Moving ahead five years, Young responded to his first real creative rut by assembling Decade, a triple-LP career retrospective with a generous helping of standout tracks from each of his albums and a few previously unreleased cuts sprinkled throughout for good measure. You can quibble about some of the individual song selections (indeed, that's been the whole point of these last couple months of posts), but the overall quality is undeniable. This set was my first exposure to Young back in high school, and remains highly recommended as an introduction to his music. I think it remains one of the best compilations ever released by any single artist.
Since my aim here has been to post tracks that don't appear on Decade or other comps, I can't really post anything, right? Besides, I don't have this on vinyl; it's on CD. I considered replacing it just to post a few of the rarities (you can find it for $10 without looking too hard), but decided it wasn't really worth it. Instead, I'll post some covers of some of the rarities.
Of the 35 tracks on Decade, seven don't appear on any of the albums I've covered here thus far. One of them, CSNY's "Ohio", appears on that band's first best-of album, So Far, leaving six actual rarities.
- "Down To the Wire", a demo recorded with an early line-up of Buffalo Springfield. Young sounds hesitant and the arrangement is a bit haphazard, but it's decent.
- "Sugar Mountain" is a touching acoustic song about fading youth that Young claims to have written on his nineteenth birthday. The song continues to appear in Young's solo set lists and remains one of his best-loved classics.
- "Winterlong" had been kicking around for years, turning up in Crazy Horse set lists as early as 1970. It's three minutes of pure pop heaven, and would have fit perfectly on Zuma. I've posted the Pixies fairly straightforward version of the song from The Bridge because Black Francis and Kim Deal's vocal harmonies fit the song so perfectly.

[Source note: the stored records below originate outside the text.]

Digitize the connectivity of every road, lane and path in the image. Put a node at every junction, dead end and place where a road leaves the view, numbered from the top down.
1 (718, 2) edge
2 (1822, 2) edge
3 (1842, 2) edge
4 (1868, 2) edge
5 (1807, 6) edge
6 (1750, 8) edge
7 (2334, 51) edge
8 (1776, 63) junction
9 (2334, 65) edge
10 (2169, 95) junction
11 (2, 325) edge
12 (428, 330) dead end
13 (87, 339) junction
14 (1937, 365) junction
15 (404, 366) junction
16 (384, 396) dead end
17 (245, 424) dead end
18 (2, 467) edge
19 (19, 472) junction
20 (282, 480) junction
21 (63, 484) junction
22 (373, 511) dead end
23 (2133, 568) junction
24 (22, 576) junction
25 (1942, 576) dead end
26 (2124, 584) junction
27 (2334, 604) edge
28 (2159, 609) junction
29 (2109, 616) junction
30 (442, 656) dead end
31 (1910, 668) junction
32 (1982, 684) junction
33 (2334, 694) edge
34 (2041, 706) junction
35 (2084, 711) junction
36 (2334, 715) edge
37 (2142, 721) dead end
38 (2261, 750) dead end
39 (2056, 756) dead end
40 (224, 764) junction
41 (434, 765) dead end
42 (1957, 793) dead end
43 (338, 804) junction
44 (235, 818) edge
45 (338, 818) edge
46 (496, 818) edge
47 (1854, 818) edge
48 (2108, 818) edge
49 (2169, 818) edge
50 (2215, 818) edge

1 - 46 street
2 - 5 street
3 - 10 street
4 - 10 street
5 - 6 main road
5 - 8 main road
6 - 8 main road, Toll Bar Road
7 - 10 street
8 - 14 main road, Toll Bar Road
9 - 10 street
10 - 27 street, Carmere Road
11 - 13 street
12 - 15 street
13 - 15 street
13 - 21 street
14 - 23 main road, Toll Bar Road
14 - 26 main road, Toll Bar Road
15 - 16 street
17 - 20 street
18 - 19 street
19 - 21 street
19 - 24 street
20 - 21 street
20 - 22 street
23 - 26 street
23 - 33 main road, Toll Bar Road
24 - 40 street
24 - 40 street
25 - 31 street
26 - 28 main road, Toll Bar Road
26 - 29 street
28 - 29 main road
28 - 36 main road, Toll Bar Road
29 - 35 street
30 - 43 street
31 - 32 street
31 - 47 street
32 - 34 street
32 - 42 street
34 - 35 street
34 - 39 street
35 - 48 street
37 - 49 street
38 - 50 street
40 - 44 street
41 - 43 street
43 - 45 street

- "Deep Forbidden Lake" is a simple acoustic meditation. Pleasant but undistinguished.
- "Love Is a Rose" is a simple and beautiful love song, another real lost classic. It was also a big hit for Linda Ronstadt, whose version I've posted here.
- "Campaigner" is another solo acoustic number, famous for its line about a mystical place "where even Richard Nixon has got soul."
Buy Journey Through the Past... on vinyl.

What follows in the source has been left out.